The task = Copy every line of the data exactly, leaving nothing out.

(Given information Opens)

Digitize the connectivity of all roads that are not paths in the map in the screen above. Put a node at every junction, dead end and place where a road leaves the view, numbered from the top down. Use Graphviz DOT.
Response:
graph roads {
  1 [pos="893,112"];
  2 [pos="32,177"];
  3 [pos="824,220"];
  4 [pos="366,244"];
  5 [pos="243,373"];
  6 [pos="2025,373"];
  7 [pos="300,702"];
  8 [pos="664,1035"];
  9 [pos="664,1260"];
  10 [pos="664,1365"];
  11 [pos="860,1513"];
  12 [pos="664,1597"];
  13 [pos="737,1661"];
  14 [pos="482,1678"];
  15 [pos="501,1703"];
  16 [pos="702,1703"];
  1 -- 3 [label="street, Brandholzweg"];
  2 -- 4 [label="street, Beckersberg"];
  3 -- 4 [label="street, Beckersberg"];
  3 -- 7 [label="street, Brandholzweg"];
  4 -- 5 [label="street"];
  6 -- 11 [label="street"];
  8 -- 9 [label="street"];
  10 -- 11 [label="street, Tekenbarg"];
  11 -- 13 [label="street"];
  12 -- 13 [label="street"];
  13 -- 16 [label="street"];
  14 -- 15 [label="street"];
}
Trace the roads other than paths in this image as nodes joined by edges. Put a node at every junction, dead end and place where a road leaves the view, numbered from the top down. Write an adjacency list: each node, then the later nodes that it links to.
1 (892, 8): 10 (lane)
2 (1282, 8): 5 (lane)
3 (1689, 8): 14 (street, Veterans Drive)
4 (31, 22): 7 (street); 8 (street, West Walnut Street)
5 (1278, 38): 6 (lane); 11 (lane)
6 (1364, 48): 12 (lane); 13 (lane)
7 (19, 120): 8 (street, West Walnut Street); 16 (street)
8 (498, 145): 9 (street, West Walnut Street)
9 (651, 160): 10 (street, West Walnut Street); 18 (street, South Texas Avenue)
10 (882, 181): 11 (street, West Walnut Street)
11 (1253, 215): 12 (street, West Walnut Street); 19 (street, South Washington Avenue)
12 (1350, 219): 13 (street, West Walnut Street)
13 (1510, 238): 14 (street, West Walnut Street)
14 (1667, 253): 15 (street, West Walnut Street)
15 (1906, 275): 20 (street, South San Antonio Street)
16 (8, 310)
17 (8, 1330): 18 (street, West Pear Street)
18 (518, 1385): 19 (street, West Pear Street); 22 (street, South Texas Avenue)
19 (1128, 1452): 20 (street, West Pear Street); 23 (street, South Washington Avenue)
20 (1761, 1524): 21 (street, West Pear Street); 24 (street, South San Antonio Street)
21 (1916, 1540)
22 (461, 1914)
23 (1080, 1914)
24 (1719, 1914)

(Given information Closes)

Answer to this task =
Digitize the connectivity of all roads that are not paths in the map in the screen above. Put a node at every junction, dead end and place where a road leaves the view, numbered from the top down. Use Graphviz DOT.
Response:
graph roads {
  1 [pos="893,112"];
  2 [pos="32,177"];
  3 [pos="824,220"];
  4 [pos="366,244"];
  5 [pos="243,373"];
  6 [pos="2025,373"];
  7 [pos="300,702"];
  8 [pos="664,1035"];
  9 [pos="664,1260"];
  10 [pos="664,1365"];
  11 [pos="860,1513"];
  12 [pos="664,1597"];
  13 [pos="737,1661"];
  14 [pos="482,1678"];
  15 [pos="501,1703"];
  16 [pos="702,1703"];
  1 -- 3 [label="street, Brandholzweg"];
  2 -- 4 [label="street, Beckersberg"];
  3 -- 4 [label="street, Beckersberg"];
  3 -- 7 [label="street, Brandholzweg"];
  4 -- 5 [label="street"];
  6 -- 11 [label="street"];
  8 -- 9 [label="street"];
  10 -- 11 [label="street, Tekenbarg"];
  11 -- 13 [label="street"];
  12 -- 13 [label="street"];
  13 -- 16 [label="street"];
  14 -- 15 [label="street"];
}
Trace the roads other than paths in this image as nodes joined by edges. Put a node at every junction, dead end and place where a road leaves the view, numbered from the top down. Write an adjacency list: each node, then the later nodes that it links to.
1 (892, 8): 10 (lane)
2 (1282, 8): 5 (lane)
3 (1689, 8): 14 (street, Veterans Drive)
4 (31, 22): 7 (street); 8 (street, West Walnut Street)
5 (1278, 38): 6 (lane); 11 (lane)
6 (1364, 48): 12 (lane); 13 (lane)
7 (19, 120): 8 (street, West Walnut Street); 16 (street)
8 (498, 145): 9 (street, West Walnut Street)
9 (651, 160): 10 (street, West Walnut Street); 18 (street, South Texas Avenue)
10 (882, 181): 11 (street, West Walnut Street)
11 (1253, 215): 12 (street, West Walnut Street); 19 (street, South Washington Avenue)
12 (1350, 219): 13 (street, West Walnut Street)
13 (1510, 238): 14 (street, West Walnut Street)
14 (1667, 253): 15 (street, West Walnut Street)
15 (1906, 275): 20 (street, South San Antonio Street)
16 (8, 310)
17 (8, 1330): 18 (street, West Pear Street)
18 (518, 1385): 19 (street, West Pear Street); 22 (street, South Texas Avenue)
19 (1128, 1452): 20 (street, West Pear Street); 23 (street, South Washington Avenue)
20 (1761, 1524): 21 (street, West Pear Street); 24 (street, South San Antonio Street)
21 (1916, 1540)
22 (461, 1914)
23 (1080, 1914)
24 (1719, 1914)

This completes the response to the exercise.